Rising to the challenge: A life on our planet

This page is a collation of the ideas from the Our Planet Our Future zoom event on 11 January 2021.  

Participants in break out groups generated ideas and resources on the 4 main topics examined in the film, and you can find hundreds of ideas below: what they could do at home, with their family, community or business to put nature at the heart of our decisions, and reduce our impact on the Planet.  


Quick Links to page contents

Quick Link – General Resources from the “A life on our planet” project

Quick Links – Resources by topic

Quick Links –Ideas for action/pledges



General Resources from the “A life on our planet” project

  1. WWF information on ‘A Life on ourPlanet’
  2. Save energy, save the planet
  3. Building sustainable food systems
  4. How you can help nature
  5. Make My Money Matter 

Resources by topic

1. Energy & consumption – Resources

2. Food – Resources

3. Restoring Nature  – Resources

4. Finance – Resources

5. General resources


Pledges/ideas by topic

1. Energy – pledges/ideas: How can we save energy and transition to renewables? 

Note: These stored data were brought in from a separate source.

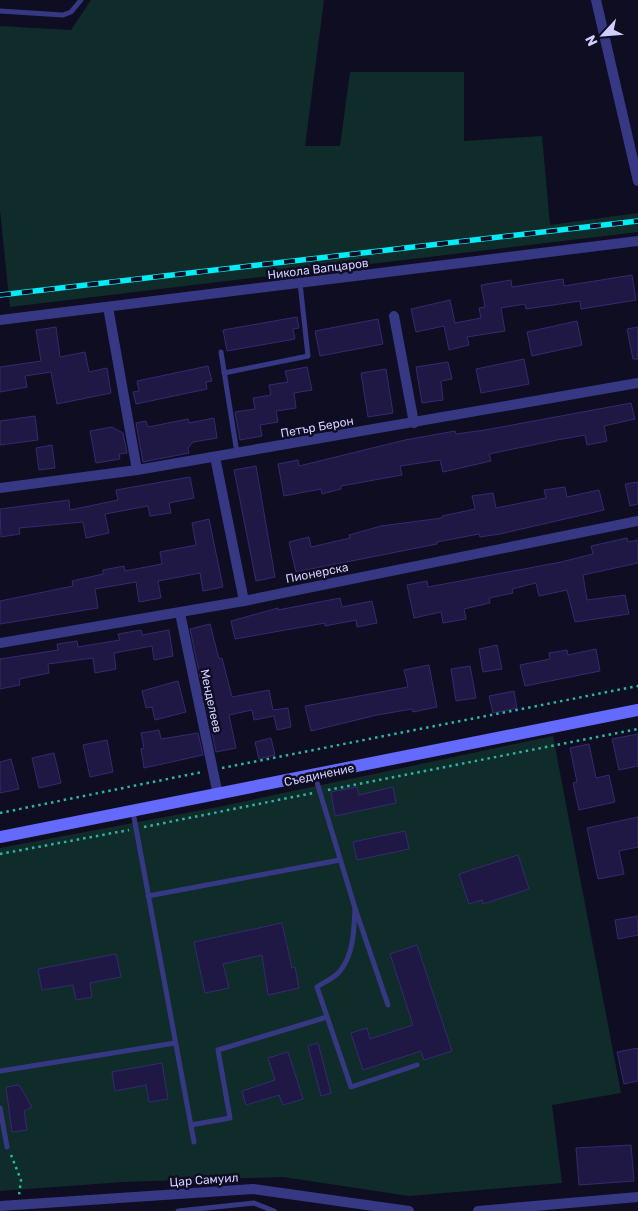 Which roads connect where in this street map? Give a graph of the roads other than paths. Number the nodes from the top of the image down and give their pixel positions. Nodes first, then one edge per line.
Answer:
1 (81, 0) edge
2 (596, 0) edge
3 (0, 11) edge
4 (638, 181) edge
5 (638, 241) edge
6 (300, 283) junction
7 (108, 307) junction
8 (394, 316) dead end
9 (0, 320) edge
10 (221, 352) dead end
11 (224, 373) junction
12 (638, 383) edge
13 (414, 423) junction
14 (237, 454) junction
15 (215, 458) junction
16 (137, 470) junction
17 (0, 488) edge
18 (638, 521) edge
19 (244, 601) junction
20 (180, 613) junction
21 (0, 644) edge
22 (638, 710) edge
23 (315, 776) junction
24 (218, 795) junction
25 (133, 812) junction
26 (0, 837) edge
27 (340, 860) junction
28 (148, 896) junction
29 (355, 908) junction
30 (388, 1005) dead end
31 (327, 1017) junction
32 (175, 1043) junction
33 (417, 1065) dead end
34 (0, 1071) edge
35 (0, 1108) edge
36 (191, 1124) junction
37 (194, 1142) dead end
38 (7, 1147) road end
39 (233, 1190) junction
40 (638, 1197) edge
41 (235, 1205) junction
42 (0, 1206) edge
43 (356, 1207) edge
44 (178, 1211) edge
45 (274, 1211) edge
46 (409, 1211) edge
47 (478, 1211) edge

1 - 3 lane
2 - 4 street
5 - 6 street, Никола Вапцаров
6 - 7 street, Никола Вапцаров
6 - 11 lane
7 - 9 street, Никола Вапцаров
7 - 16 street
8 - 13 street
10 - 11 lane
11 - 14 lane
12 - 13 street, Петър Берон
13 - 14 street, Петър Берон
14 - 15 street, Петър Берон
15 - 16 street, Петър Берон
15 - 19 street
16 - 17 street, Петър Берон
18 - 19 street, Пионерска
19 - 20 street, Пионерска
20 - 21 street, Пионерска
20 - 24 street, Менделеев
22 - 23 street, Съединение
23 - 24 street, Съединение
23 - 27 lane
24 - 25 street, Съединение
25 - 26 street, Съединение
25 - 28 lane
27 - 28 lane
27 - 29 lane
28 - 32 lane
29 - 30 lane
29 - 31 lane
31 - 33 lane
31 - 36 lane
32 - 34 lane
32 - 36 lane
35 - 38 lane
36 - 37 lane
39 - 41 lane
39 - 42 street, Цар Самуил
39 - 43 street, Цар Самуил
40 - 47 street
41 - 44 lane
41 - 45 lane
43 - 46 street, Цар Самуил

a. What can we do in our homes and our daily activities

Energy costs in your home

  • Use thermal imaging camera to find quick wins eg thicker curtains, foil behind radiators, loft insulation, foam up drafts
  • Only buy genuine green electricity, even if it costs a few pounds more.
  • Turn down thermostat by 1 degree is a good way to reduce consumption
  • Reduce consumption by only doing full load washing machine/dishwasher, washing at a lower temperature, reducing tumble dryer usage and reducing ironing. 
  • Make your own green energy: solar etc. 
  • Use solar powered garden lighting;
  • Summer cooling – close curtains/windows/doors, don’t use cooling appliances – don’t get too hot in the first place, plan ahead
  • If living in rented accommodation ask for an EPC (and check the property you are renting meets the required standard).  Find out what the occupant is allowed to change/ask of the landlord – need for this to be made clearer.   Occupants can also focus on what they can do eg adding thick curtains or curtain linings
  • Replacing single glazed windows with double or ideally triple glazed windows;
  • Looking into replacing gas boilers with ground or air source heat pumps ;
  • The gold standard building or retrofitting your home to Passivhaus standards, adding Mechanical Heat recovery system
  • Batch cook, freeze portions, food shop from list of menus for the week
  • Get solar panel at a reduced price with this scheme St Albans Solar Streets

Water

  • Reducing water consumption reduces energy too
  • Use a low-flush toilet, water butt, use grey water for garden, use roof water harvesting – to reduce energy used to provide clean water for everything

Consumption

  • Reduce consumption – reuse, recycle, reduce, repair, ‘buy cheap-pay dear’

Travel

  • Try to limit to 1 flight every 3 years/not at all – take train/holiday in UK instead
  • Drive an EV.   EVs – positive experience, good investment, especially if you have a parking space for home charging.  PS. The near future vehicle to grid (V2G) will allow the use of car batteries as a backup source of energy to avoid the grid having to use dirty power at peak times.
  • Cycle!  E-bikes allow you to do more as you get older. Good for light shopping.
  • Drive smaller cars; plan journeys to minimise car use; 
  • Walk or cycle with children to school

b. What can we do to save energy in our district 

Saving energy in schools

  • Schools to net zero from Ashden, government grants
  • Look at energy suppliers, install solar. Bulb, Tesla, Octopus etc can buy your excess.
  • Education – school curriculums to include environment/nature issues; circular economy; recycling/waste; renewables – see Teach the Future
  • schools to buy food and drinks inc milk sustainably
  • Sustainable Schools webpage

 Transport & roads in the district

  • Electric transport – buses, taxis, cycle delivery services etc
  • More EV charging points, more incentives to have EV cars
  • Road signs – solar powered
  • Street lighting – move to solar power / low ensure, ensure only on when needed
  • Reduce advertising hoardings powered by electricity – require them to be solar powered

Public buildings

  • Lobby to have white roofs on public buildings – reduce need for air conditioning in summer
  • Lobby to have solar power on public buildings
  • Lobby to have roof water harvesting on public buildings – to reduce energy used to provide clean water for everything

Businesses

  • Ask businesses about their plans for solar power, while roofs, rain water harvesting too.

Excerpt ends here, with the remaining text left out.